HOW TO COMPLETE THIS TASK: Write out, exactly and in full, the records given below, but not their pictures.

[[ DATA PROVIDED, beginning ]]

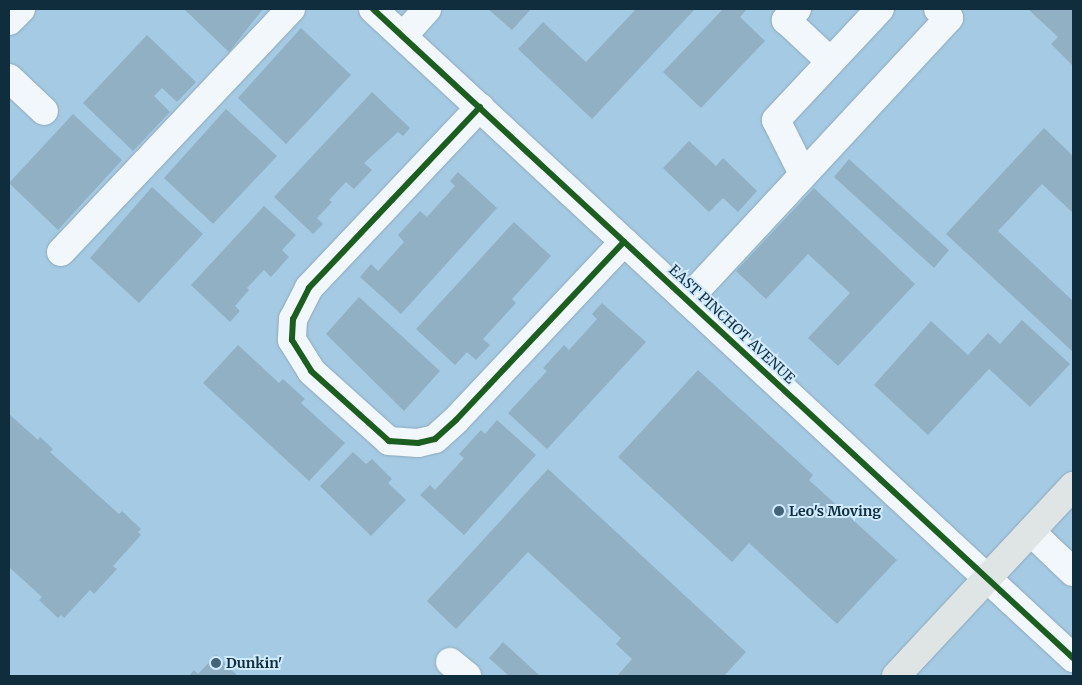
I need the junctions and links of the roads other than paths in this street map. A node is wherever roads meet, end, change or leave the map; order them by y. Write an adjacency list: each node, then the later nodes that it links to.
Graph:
1 (20, 9): 8 (street)
2 (290, 9): 16 (street)
3 (373, 9): 9 (street, EAST PINCHOT AVENUE)
4 (428, 9): 9 (street)
5 (797, 9): 10 (street)
6 (880, 9): 10 (street)
7 (938, 9): 14 (street)
8 (9, 22)
9 (403, 36): 12 (street, EAST PINCHOT AVENUE)
10 (830, 61): 14 (street)
11 (9, 78): 13 (street)
12 (480, 108): 15 (street, EAST PINCHOT AVENUE); 15 (street)
13 (44, 111)
14 (803, 174): 17 (street)
15 (624, 242): 17 (street, EAST PINCHOT AVENUE)
16 (61, 252)
17 (687, 300): 21 (street, EAST PINCHOT AVENUE)
18 (1073, 486): 19 (main road)
19 (1031, 532): 20 (street); 21 (main road)
20 (1073, 572)
21 (987, 579): 22 (street, EAST PINCHOT AVENUE); 23 (main road)
22 (1073, 658)
23 (896, 676)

[[ DATA PROVIDED, end ]]

ANSWER TO THE EXERCISE:
I need the junctions and links of the roads other than paths in this street map. A node is wherever roads meet, end, change or leave the map; order them by y. Write an adjacency list: each node, then the later nodes that it links to.
Graph:
1 (20, 9): 8 (street)
2 (290, 9): 16 (street)
3 (373, 9): 9 (street, EAST PINCHOT AVENUE)
4 (428, 9): 9 (street)
5 (797, 9): 10 (street)
6 (880, 9): 10 (street)
7 (938, 9): 14 (street)
8 (9, 22)
9 (403, 36): 12 (street, EAST PINCHOT AVENUE)
10 (830, 61): 14 (street)
11 (9, 78): 13 (street)
12 (480, 108): 15 (street, EAST PINCHOT AVENUE); 15 (street)
13 (44, 111)
14 (803, 174): 17 (street)
15 (624, 242): 17 (street, EAST PINCHOT AVENUE)
16 (61, 252)
17 (687, 300): 21 (street, EAST PINCHOT AVENUE)
18 (1073, 486): 19 (main road)
19 (1031, 532): 20 (street); 21 (main road)
20 (1073, 572)
21 (987, 579): 22 (street, EAST PINCHOT AVENUE); 23 (main road)
22 (1073, 658)
23 (896, 676)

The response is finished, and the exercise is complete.